Compiler Internals
The Elara compiler transforms source code through 9 distinct phases , each with its own AST representation. This multi-pass architecture enables clean separation of concerns and facilitates optimization.
Compilation Pipeline Overview
Lexing
Convert source text to tokens, apply layout rules
Parsing
Build Frontend AST from tokens
Desugaring
Simplify language constructs (multi-arg lambdas → nested lambdas)
Renaming
Resolve names, make all names unique
Shunting
Apply operator precedence and associativity
Type Checking
Infer and verify types, produce Typed AST
ToCore
Convert to Core IR (typed lambda calculus)
CoreToCore
Apply optimizations on Core IR
Emitting
Generate JVM bytecode
Phase 1: Lexing
Location : src/Elara/Lexer/
The lexer converts source text into a stream of tokens and applies lightweight syntax rules:
Layout Rules
Elara uses Haskell-style layout (indentation-sensitive syntax):
let x = -- '{' inserted after '='
1 -- At this column
+ 2 -- Same indentation, part of x
let y = 3 -- '}' inserted, dedent detected
let x = 1 -- ';' inserted at newline
let y = 2 -- ';' inserted
Offside Rule
The lexer tracks offside columns where code must be aligned:
module Main -- Marks offside column for top-level
let x = 1 -- OK: aligned with 'let'
let y = 2 -- Error: indented too far
let z = 3 -- OK: aligned
The lexer uses a layout stack to track nested offside contexts (module, let, match, etc.).
Phase 2: Parsing
Location : src/Elara/Parser/
The parser builds the Frontend AST , which closely mirrors source syntax:
data Expr' front
= Int Integer
| String Text
| Var VarRef
| Lambda ( LambdaParam front ) ( Expr front )

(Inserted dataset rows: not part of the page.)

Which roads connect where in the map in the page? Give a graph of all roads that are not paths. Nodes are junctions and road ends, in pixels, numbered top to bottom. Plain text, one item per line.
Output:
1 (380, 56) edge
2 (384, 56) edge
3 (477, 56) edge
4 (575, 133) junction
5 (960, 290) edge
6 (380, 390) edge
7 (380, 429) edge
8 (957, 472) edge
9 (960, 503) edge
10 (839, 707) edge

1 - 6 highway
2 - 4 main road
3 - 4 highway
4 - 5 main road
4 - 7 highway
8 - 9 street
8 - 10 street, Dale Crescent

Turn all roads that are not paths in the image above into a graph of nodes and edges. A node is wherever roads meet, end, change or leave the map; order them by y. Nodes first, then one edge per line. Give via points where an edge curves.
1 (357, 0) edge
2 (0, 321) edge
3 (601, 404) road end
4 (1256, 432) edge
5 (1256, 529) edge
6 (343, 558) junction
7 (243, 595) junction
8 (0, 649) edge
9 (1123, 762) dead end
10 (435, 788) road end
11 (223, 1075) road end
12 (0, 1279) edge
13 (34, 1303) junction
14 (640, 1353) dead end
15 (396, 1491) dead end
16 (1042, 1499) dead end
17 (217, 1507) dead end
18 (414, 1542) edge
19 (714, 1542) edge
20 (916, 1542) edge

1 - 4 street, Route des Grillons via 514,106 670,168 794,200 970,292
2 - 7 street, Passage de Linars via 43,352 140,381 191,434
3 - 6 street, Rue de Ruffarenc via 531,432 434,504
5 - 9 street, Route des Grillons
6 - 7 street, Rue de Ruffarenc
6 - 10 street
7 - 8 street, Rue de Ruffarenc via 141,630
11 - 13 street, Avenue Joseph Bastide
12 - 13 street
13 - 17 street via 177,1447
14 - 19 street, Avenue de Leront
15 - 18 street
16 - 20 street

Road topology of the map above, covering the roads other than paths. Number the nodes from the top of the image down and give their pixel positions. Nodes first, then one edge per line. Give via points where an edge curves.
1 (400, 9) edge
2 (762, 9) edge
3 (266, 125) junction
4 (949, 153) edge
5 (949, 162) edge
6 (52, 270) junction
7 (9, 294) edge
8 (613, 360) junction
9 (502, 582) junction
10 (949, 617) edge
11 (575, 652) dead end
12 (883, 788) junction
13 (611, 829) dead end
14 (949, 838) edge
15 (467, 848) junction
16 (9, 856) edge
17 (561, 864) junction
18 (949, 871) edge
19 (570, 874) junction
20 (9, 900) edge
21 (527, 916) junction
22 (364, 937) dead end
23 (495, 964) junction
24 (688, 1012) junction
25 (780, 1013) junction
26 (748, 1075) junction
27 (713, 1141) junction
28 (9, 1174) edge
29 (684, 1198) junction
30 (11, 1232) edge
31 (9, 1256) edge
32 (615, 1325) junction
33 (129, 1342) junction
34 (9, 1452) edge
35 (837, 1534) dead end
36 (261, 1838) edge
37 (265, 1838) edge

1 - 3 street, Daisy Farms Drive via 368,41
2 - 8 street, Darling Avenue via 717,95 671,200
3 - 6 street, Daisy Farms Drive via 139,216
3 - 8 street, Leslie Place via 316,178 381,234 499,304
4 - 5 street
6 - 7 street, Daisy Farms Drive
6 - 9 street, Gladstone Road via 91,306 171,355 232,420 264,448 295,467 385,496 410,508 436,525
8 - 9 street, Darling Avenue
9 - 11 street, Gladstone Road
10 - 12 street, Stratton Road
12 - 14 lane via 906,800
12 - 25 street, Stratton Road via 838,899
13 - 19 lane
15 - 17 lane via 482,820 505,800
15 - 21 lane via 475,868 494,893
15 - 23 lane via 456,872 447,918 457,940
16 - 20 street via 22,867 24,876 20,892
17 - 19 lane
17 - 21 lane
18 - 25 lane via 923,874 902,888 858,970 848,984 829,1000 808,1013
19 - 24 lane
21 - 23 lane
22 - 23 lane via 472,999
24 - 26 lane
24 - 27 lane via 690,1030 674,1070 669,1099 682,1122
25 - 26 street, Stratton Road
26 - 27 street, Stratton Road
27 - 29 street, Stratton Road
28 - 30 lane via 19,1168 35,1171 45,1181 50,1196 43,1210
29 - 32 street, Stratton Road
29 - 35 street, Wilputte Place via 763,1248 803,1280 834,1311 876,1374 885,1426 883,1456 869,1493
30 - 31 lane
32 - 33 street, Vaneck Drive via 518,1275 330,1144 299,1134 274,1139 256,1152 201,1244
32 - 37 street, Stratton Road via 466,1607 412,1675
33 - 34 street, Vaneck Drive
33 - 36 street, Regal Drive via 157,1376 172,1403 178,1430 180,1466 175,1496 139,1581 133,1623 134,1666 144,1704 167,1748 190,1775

| FunctionCall ( Expr front ) ( Expr front )
| Let VarName ( TypeAnnotation front ) ( Expr front )
| LetIn VarName ( TypeAnnotation front ) ( Expr front ) ( Expr front )
| If ( Expr front ) ( Expr front ) ( Expr front )
| Match ( Expr front ) [( Pattern front , Expr front )]
| Block [ Expr front ]
| ...
Key features:
Operator parsing : Infix operators like +, * are parsed as binary expressions
Pattern syntax : Full support for constructor, list, tuple, and wildcard patterns
Type annotations : Optional type signatures on let bindings
Parsing does NOT resolve names or check types - it only verifies syntactic correctness.
Phase 3: Desugaring
Location : src/Elara/Desugar/
Desugaring simplifies the AST while preserving semantics:
-- Before
\x y z -> body
-- After
\x -> \y -> \z -> body
Let Bindings with Parameters
-- Before
let add x y = x + y
-- After
let add = \x -> \y -> x + y
Merge all def and let declarations with the same name: def add : Int -> Int -> Int
let add x y = x + y
-- Merged into single declaration with type annotation
The Desugared AST is still fairly high-level - complex desugarings (like pattern matching) happen later in ToCore.
Phase 4: Renaming
Location : src/Elara/Rename/
The renamer performs name resolution and makes all names unique:
Name Resolution
Module Resolution
Resolve imports, build module dependency graph
Scope Analysis
Track which names are in scope at each point
Qualification
Convert unqualified names to fully qualified names (e.g., map → Prelude.map)
Uniquification
Assign unique IDs to local variables to avoid shadowing issues
Example
import Data.List (map)
let map = \x -> x * 2 -- Local definition shadows import
let result = map [1, 2, 3]
After renaming:
import Data.List (map)
let map_42 = \x -> x * 2 -- Renamed to map_42
let result = map_42 [1, 2, 3] -- Uses local map_42, not Data.List.map
The Renamed AST uses VarRef to distinguish global references (qualified names) from local references (unique IDs).
Phase 5: Shunting
Location : src/Elara/Shunt/
The shunter applies operator precedence and associativity using the Shunting Yard algorithm :
-- Before (flat binary expressions)
1 + 2 * 3
-- After (correct precedence)
1 + (2 * 3)
Operator precedence is derived from @infix annotations:
@infix(left, 6)
def (+) : Int -> Int -> Int
@infix(left, 7)
def (*) : Int -> Int -> Int
Operators without precedence annotations default to precedence 9 and emit a warning.
Phase 6: Type Checking
Location : src/Elara/TypeInfer/
The type checker infers types using the Hindley-Milner algorithm:
Constraint Generation : Walk the AST, generate type equality constraints
Constraint Solving : Unify types to find a substitution
Substitution Application : Apply the substitution to produce the Typed AST
See Type Inference for detailed explanation.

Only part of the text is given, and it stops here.